Saved entries:
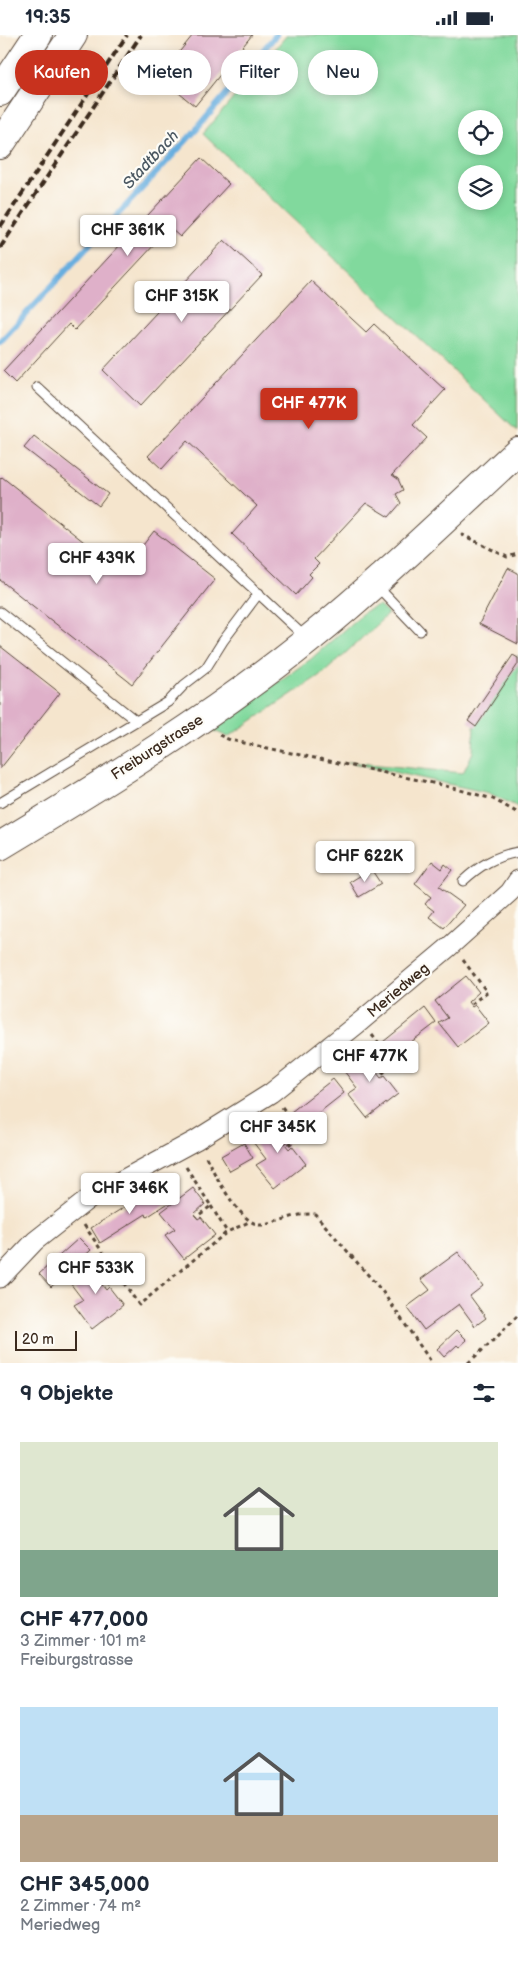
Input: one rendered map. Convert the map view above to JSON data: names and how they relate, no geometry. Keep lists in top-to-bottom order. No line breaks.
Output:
{"streets":{"main road":["Freiburgstrasse"],"street":["Meriedweg"]},"water":["Stadtbach"],"scale_bar":"20 m","page":{"status":"19:35","chip":["Kaufen","Mieten","Filter","Neu"],"price":["CHF 361K","CHF 315K","CHF 477K","CHF 439K","CHF 622K","CHF 477K","CHF 345K","CHF 346K","CHF 533K"],"scale":"20 m","heading":"9 Objekte","list":[{"name":"CHF 477,000","note":"3 Zimmer · 101 m² · Freiburgstrasse"},{"name":"CHF 345,000","note":"2 Zimmer · 74 m² · Meriedweg"}]}}
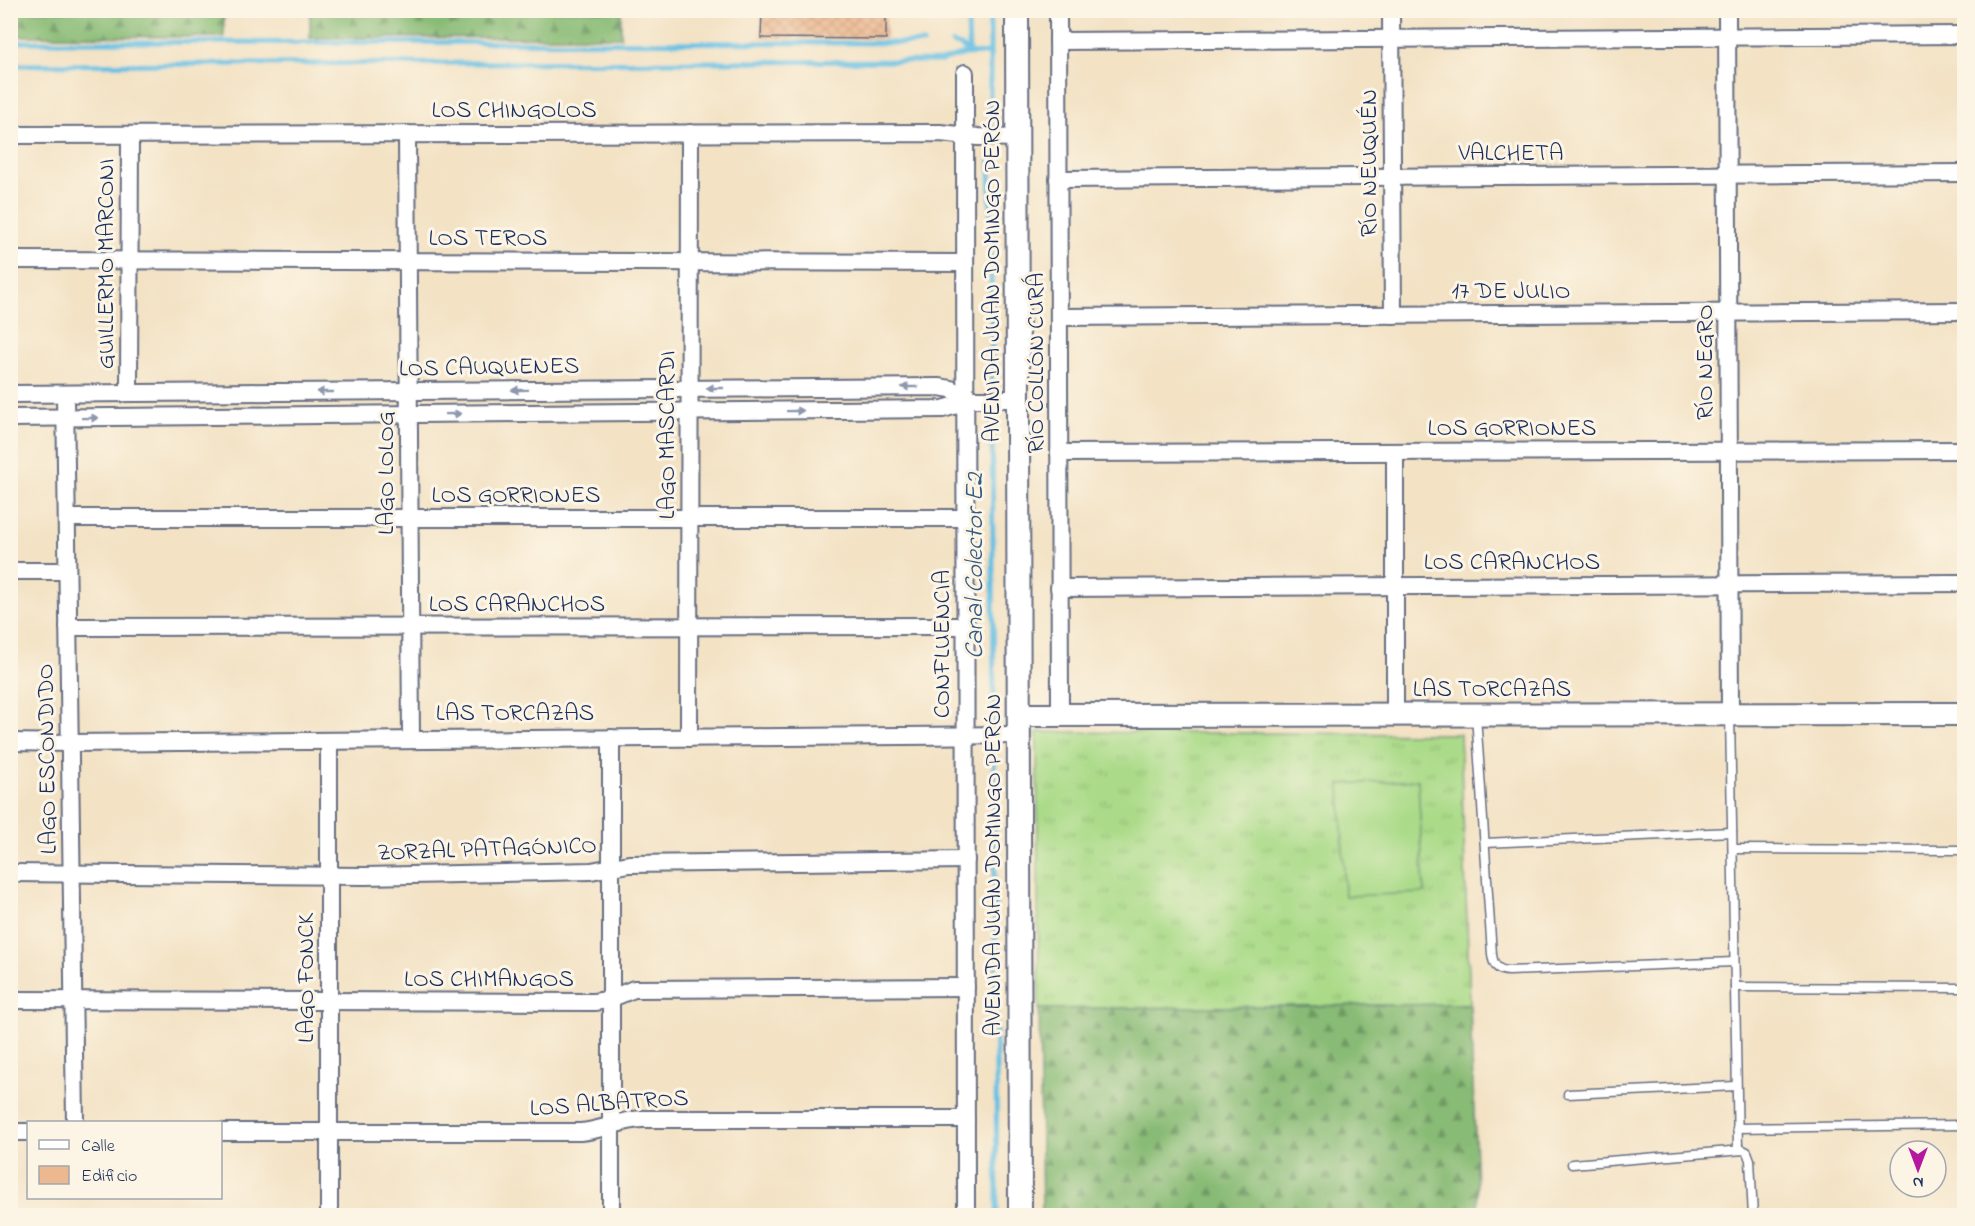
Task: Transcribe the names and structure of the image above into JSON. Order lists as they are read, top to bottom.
{
  "streets": {
    "street": [
      "LOS CHINGOLOS",
      "VALCHETA",
      "RÍO NEUQUÉN",
      "LOS TEROS",
      "GUILLERMO MARCONI",
      "AVENIDA JUAN DOMINGO PERÓN",
      "17 DE JULIO",
      "RÍO NEGRO",
      "RÍO COLLÓN CURÁ",
      "LOS CAUQUENES",
      "LOS GORRIONES",
      "LAGO MASCARDI",
      "LAGO LOLOG",
      "LOS CARANCHOS",
      "CONFLUENCIA",
      "LAS TORCAZAS",
      "LAGO ESCONDIDO",
      "ZORZAL PATAGÓNICO",
      "LAGO FONCK",
      "LOS CHIMANGOS",
      "LOS ALBATROS"
    ]
  },
  "crossings": [
    ["LOS CHINGOLOS", "GUILLERMO MARCONI"],
    ["LOS CHINGOLOS", "AVENIDA JUAN DOMINGO PERÓN"],
    ["LOS CHINGOLOS", "LAGO MASCARDI"],
    ["LOS CHINGOLOS", "LAGO LOLOG"],
    ["LOS CHINGOLOS", "CONFLUENCIA"],
    ["VALCHETA", "RÍO NEUQUÉN"],
    ["VALCHETA", "RÍO NEGRO"],
    ["VALCHETA", "RÍO COLLÓN CURÁ"],
    ["RÍO NEUQUÉN", "17 DE JULIO"],
    ["LOS TEROS", "GUILLERMO MARCONI"],
    ["LOS TEROS", "LAGO MASCARDI"],
    ["LOS TEROS", "LAGO LOLOG"],
    ["LOS TEROS", "CONFLUENCIA"],
    ["GUILLERMO MARCONI", "LOS CAUQUENES"],
    ["AVENIDA JUAN DOMINGO PERÓN", "LOS CAUQUENES"],
    ["AVENIDA JUAN DOMINGO PERÓN", "LAS TORCAZAS"],
    ["17 DE JULIO", "RÍO NEGRO"],
    ["17 DE JULIO", "RÍO COLLÓN CURÁ"],
    ["RÍO NEGRO", "LOS GORRIONES"],
    ["RÍO NEGRO", "LOS CARANCHOS"],
    ["RÍO NEGRO", "LAS TORCAZAS"],
    ["RÍO COLLÓN CURÁ", "LOS GORRIONES"],
    ["RÍO COLLÓN CURÁ", "LOS CARANCHOS"],
    ["RÍO COLLÓN CURÁ", "LAS TORCAZAS"],
    ["LOS CAUQUENES", "LAGO MASCARDI"],
    ["LOS CAUQUENES", "LAGO LOLOG"],
    ["LOS CAUQUENES", "CONFLUENCIA"],
    ["LOS CAUQUENES", "LAGO ESCONDIDO"],
    ["LOS GORRIONES", "LAGO MASCARDI"],
    ["LOS GORRIONES", "LAGO LOLOG"],
    ["LOS GORRIONES", "CONFLUENCIA"],
    ["LOS GORRIONES", "LAGO ESCONDIDO"],
    ["LAGO MASCARDI", "LOS CARANCHOS"],
    ["LAGO MASCARDI", "LAS TORCAZAS"],
    ["LAGO LOLOG", "LOS CARANCHOS"],
    ["LAGO LOLOG", "LAS TORCAZAS"],
    ["LOS CARANCHOS", "CONFLUENCIA"],
    ["LOS CARANCHOS", "LAGO ESCONDIDO"],
    ["CONFLUENCIA", "LAS TORCAZAS"],
    ["CONFLUENCIA", "ZORZAL PATAGÓNICO"],
    ["CONFLUENCIA", "LOS CHIMANGOS"],
    ["CONFLUENCIA", "LOS ALBATROS"],
    ["LAS TORCAZAS", "LAGO ESCONDIDO"],
    ["LAS TORCAZAS", "LAGO FONCK"],
    ["LAGO ESCONDIDO", "ZORZAL PATAGÓNICO"],
    ["LAGO ESCONDIDO", "LOS CHIMANGOS"],
    ["ZORZAL PATAGÓNICO", "LAGO FONCK"],
    ["LAGO FONCK", "LOS CHIMANGOS"],
    ["LAGO FONCK", "LOS ALBATROS"]
  ],
  "water": ["Canal Colector E2"],
  "legend": ["Calle", "Edificio"],
  "north": "bottom"
}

▶ [Required action]: Please retype every record shown above, exactly as written, but without pictures.

▶ [Task result]:
Input: one rendered map. Convert the map view above to JSON data: names and how they relate, no geometry. Keep lists in top-to-bottom order. No line breaks.
Output:
{"streets":{"main road":["Freiburgstrasse"],"street":["Meriedweg"]},"water":["Stadtbach"],"scale_bar":"20 m","page":{"status":"19:35","chip":["Kaufen","Mieten","Filter","Neu"],"price":["CHF 361K","CHF 315K","CHF 477K","CHF 439K","CHF 622K","CHF 477K","CHF 345K","CHF 346K","CHF 533K"],"scale":"20 m","heading":"9 Objekte","list":[{"name":"CHF 477,000","note":"3 Zimmer · 101 m² · Freiburgstrasse"},{"name":"CHF 345,000","note":"2 Zimmer · 74 m² · Meriedweg"}]}}
Task: Transcribe the names and structure of the image above into JSON. Order lists as they are read, top to bottom.
{
  "streets": {
    "street": [
      "LOS CHINGOLOS",
      "VALCHETA",
      "RÍO NEUQUÉN",
      "LOS TEROS",
      "GUILLERMO MARCONI",
      "AVENIDA JUAN DOMINGO PERÓN",
      "17 DE JULIO",
      "RÍO NEGRO",
      "RÍO COLLÓN CURÁ",
      "LOS CAUQUENES",
      "LOS GORRIONES",
      "LAGO MASCARDI",
      "LAGO LOLOG",
      "LOS CARANCHOS",
      "CONFLUENCIA",
      "LAS TORCAZAS",
      "LAGO ESCONDIDO",
      "ZORZAL PATAGÓNICO",
      "LAGO FONCK",
      "LOS CHIMANGOS",
      "LOS ALBATROS"
    ]
  },
  "crossings": [
    ["LOS CHINGOLOS", "GUILLERMO MARCONI"],
    ["LOS CHINGOLOS", "AVENIDA JUAN DOMINGO PERÓN"],
    ["LOS CHINGOLOS", "LAGO MASCARDI"],
    ["LOS CHINGOLOS", "LAGO LOLOG"],
    ["LOS CHINGOLOS", "CONFLUENCIA"],
    ["VALCHETA", "RÍO NEUQUÉN"],
    ["VALCHETA", "RÍO NEGRO"],
    ["VALCHETA", "RÍO COLLÓN CURÁ"],
    ["RÍO NEUQUÉN", "17 DE JULIO"],
    ["LOS TEROS", "GUILLERMO MARCONI"],
    ["LOS TEROS", "LAGO MASCARDI"],
    ["LOS TEROS", "LAGO LOLOG"],
    ["LOS TEROS", "CONFLUENCIA"],
    ["GUILLERMO MARCONI", "LOS CAUQUENES"],
    ["AVENIDA JUAN DOMINGO PERÓN", "LOS CAUQUENES"],
    ["AVENIDA JUAN DOMINGO PERÓN", "LAS TORCAZAS"],
    ["17 DE JULIO", "RÍO NEGRO"],
    ["17 DE JULIO", "RÍO COLLÓN CURÁ"],
    ["RÍO NEGRO", "LOS GORRIONES"],
    ["RÍO NEGRO", "LOS CARANCHOS"],
    ["RÍO NEGRO", "LAS TORCAZAS"],
    ["RÍO COLLÓN CURÁ", "LOS GORRIONES"],
    ["RÍO COLLÓN CURÁ", "LOS CARANCHOS"],
    ["RÍO COLLÓN CURÁ", "LAS TORCAZAS"],
    ["LOS CAUQUENES", "LAGO MASCARDI"],
    ["LOS CAUQUENES", "LAGO LOLOG"],
    ["LOS CAUQUENES", "CONFLUENCIA"],
    ["LOS CAUQUENES", "LAGO ESCONDIDO"],
    ["LOS GORRIONES", "LAGO MASCARDI"],
    ["LOS GORRIONES", "LAGO LOLOG"],
    ["LOS GORRIONES", "CONFLUENCIA"],
    ["LOS GORRIONES", "LAGO ESCONDIDO"],
    ["LAGO MASCARDI", "LOS CARANCHOS"],
    ["LAGO MASCARDI", "LAS TORCAZAS"],
    ["LAGO LOLOG", "LOS CARANCHOS"],
    ["LAGO LOLOG", "LAS TORCAZAS"],
    ["LOS CARANCHOS", "CONFLUENCIA"],
    ["LOS CARANCHOS", "LAGO ESCONDIDO"],
    ["CONFLUENCIA", "LAS TORCAZAS"],
    ["CONFLUENCIA", "ZORZAL PATAGÓNICO"],
    ["CONFLUENCIA", "LOS CHIMANGOS"],
    ["CONFLUENCIA", "LOS ALBATROS"],
    ["LAS TORCAZAS", "LAGO ESCONDIDO"],
    ["LAS TORCAZAS", "LAGO FONCK"],
    ["LAGO ESCONDIDO", "ZORZAL PATAGÓNICO"],
    ["LAGO ESCONDIDO", "LOS CHIMANGOS"],
    ["ZORZAL PATAGÓNICO", "LAGO FONCK"],
    ["LAGO FONCK", "LOS CHIMANGOS"],
    ["LAGO FONCK", "LOS ALBATROS"]
  ],
  "water": ["Canal Colector E2"],
  "legend": ["Calle", "Edificio"],
  "north": "bottom"
}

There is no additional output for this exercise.